E se i numeri, per quanto crudi, possono risultare in qualche modo irreali, sono molto più immediate le immagini dei tanti capannoni vuoti o dei marchi fino a poco fa sinonimo di ricchezza, ora patrimonio del passato. «E’ il settore più tartassato, per effetto delle delocalizzazioni e per l’incapacità di riconvertirsi o innovarsi», esordisce Giovanni Timoteo, segretario regionale della Filctem Cgil. E’ sparita La Perla a Roseto. Stessa sorte per la Sixty di Chieti. «Quest’ultima è una vertenza emblematica», osserva il sindacalista, «che non ha interessato solo lo stabilimento di Chieti, ma tutto l'Abruzzo per la grande quantità di aziende contoterziste collegate: stimiamo una perdita nella sede principale di 450 posti di lavoro, più tutto indotto di quasi 2.500 addetti. L’azienda adesso è in concordato, con un accordo al ministero per una nuova iniziativa industriale che riteniamo inadeguata: darebbe un ’opportunità lavorativa a poco più di 50 addetti, con ipotesi di sviluppo tutte da verificare». E poi c’è la Golden Lady, che a Gissi ha chiuso, mentre a Basciano sta progressivamente chiudendo i reparti. «In entrambi i casi l’azienda ha fatto dei tentativi di riconversione», aggiunge Timoteo, «entrambi miseramente falliti. A quello di Gissi avevano creduto in 300, a Basciano 40: le imprese che sono intervenute non erano capaci di mantenere gli impegni assunti e le istituzioni non hanno garantito ad oggi una progettualità alternativa che dia prospettiva a centinaia di lavoratori».

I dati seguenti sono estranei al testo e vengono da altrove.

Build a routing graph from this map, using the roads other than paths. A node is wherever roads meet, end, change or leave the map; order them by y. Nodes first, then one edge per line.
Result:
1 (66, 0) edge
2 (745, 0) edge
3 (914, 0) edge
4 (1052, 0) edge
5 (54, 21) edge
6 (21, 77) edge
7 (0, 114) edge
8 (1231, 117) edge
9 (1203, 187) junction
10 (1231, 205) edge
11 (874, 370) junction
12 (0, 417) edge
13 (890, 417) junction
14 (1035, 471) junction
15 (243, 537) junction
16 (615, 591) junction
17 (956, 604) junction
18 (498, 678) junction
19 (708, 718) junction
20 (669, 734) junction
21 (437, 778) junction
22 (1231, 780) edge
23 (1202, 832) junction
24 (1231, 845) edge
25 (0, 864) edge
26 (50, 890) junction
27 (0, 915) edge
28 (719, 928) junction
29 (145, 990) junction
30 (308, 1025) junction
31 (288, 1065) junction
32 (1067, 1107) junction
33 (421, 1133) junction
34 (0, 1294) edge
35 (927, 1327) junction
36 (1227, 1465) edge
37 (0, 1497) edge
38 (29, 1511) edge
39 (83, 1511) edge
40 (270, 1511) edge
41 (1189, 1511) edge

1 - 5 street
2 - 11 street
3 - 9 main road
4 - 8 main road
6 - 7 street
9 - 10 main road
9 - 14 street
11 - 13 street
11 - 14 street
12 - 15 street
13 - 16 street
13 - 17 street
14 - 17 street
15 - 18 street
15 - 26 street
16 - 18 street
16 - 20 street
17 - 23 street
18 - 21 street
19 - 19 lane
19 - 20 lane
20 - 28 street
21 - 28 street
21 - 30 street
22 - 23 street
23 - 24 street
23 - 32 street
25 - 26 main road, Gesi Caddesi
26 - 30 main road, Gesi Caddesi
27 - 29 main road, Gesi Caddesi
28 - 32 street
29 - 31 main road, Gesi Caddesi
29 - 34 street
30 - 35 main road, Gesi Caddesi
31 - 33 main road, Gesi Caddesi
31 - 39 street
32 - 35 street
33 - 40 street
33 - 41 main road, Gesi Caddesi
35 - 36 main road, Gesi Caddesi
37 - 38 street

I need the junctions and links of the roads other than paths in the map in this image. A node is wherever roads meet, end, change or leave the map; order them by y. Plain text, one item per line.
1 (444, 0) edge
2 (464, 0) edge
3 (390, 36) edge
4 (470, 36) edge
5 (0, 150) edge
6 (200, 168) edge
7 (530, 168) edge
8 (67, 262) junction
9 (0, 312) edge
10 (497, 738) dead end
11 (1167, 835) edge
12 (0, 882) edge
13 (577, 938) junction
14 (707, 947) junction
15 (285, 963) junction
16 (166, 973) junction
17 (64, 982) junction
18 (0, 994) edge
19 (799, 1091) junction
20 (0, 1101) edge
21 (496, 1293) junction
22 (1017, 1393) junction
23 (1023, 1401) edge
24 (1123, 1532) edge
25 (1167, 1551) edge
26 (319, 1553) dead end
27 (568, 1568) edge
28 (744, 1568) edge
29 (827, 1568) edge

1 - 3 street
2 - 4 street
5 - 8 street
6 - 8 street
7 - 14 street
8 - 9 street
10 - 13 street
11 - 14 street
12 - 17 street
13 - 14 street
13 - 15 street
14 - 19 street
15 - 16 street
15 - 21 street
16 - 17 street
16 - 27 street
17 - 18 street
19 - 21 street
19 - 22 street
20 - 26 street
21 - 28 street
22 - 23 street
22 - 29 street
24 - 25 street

Diversa, per fortuna, la vertenza della Brioni Roman Style di Penne. «L'azienda che fa prodotti di abbigliamento di primissima qualità e conta più di 1.200 addetti, è stata venduta al gruppo Kering e adesso è in corso un confronto per una prima riorganizzazione, assolutamente parziale, che riguarda la fascia dei servizi, con apertura di una mobilità per 60 posti», afferma il segretario regionale della Filctem, «l’azienda sembra voler prescindere da un accordo sindacale sulla gestione di questa fase di riorganizzazione: è inaccettabile. Soprattutto in una fase storica di passaggio in cui il gruppo è in un assetto organizzativo e produttivo diverso rispetto al passato, è necessario garantire la continuità produttiva, occupazionale, industriale e reddituale, come la Brioni ha fatto negli ultimi 40 anni». Il sindacalista cita poi una miriade di vertenze in aziende medio piccole, dalla Gieffe Moda di Sant’Egidio, alla Industrie tessili del Vomano di Cellino Attanasio alla Bontempi, fabbrica di giocattoli (ma inserita nel settore) di Martinsicuro. «Siamo coscienti che viviamo una fase di riorganizzazione di carattere globale e che ogni realtà deve cambiare fisionomia e costruire nuove prospettive. Ma manca una progettualità adeguata delle imprese e c’è un’assenza quasi totale di governo della politica e delle istituzioni. Ogni vertenza ha avuto una gestione a livello singolo. Invece c'è bisogno che ognuna sia dentro un progetto che individui che fare. Ad esempio per la Val Vibrata abbiamo chiesto da tempo che ci fosse uno specifico progetto che aiuti aziende a cooperare con servizi in comune e progetti per l’internazionalizzazione. Invece è mancato un piano industriale specifico, ora molti posti sono stati persi. Ma sono ancora tanti i lavoratori in questo settore, che ha ancora potenzialità: ci vuole una progettualità nuova che aiuti le aziende che provano a resistere».

Timoteo chiede a tutti gli attori in campo «un impegno straordinario». E parla della necessità di bloccare «un processo di arretramento sociale ed economico dell’Abruzzo». In particolare «il futuro del settore lo vedo con ulteriori difficoltà. Le aziende medio-piccole stanno attendendo una ripresa dei consumi che dipende da politiche del governo, fuori del nostro raggio d'azione. Peraltro stanno scadendo la cassa integrazione e i contratti di solidarietà: se non c'è un cambio di passo, i licenziamenti evitati negli ultimi due anni diventeranno realtà. Sono 2.300 le persone a cui nei prossimi 12 mesi finirà la cassa integrazione» .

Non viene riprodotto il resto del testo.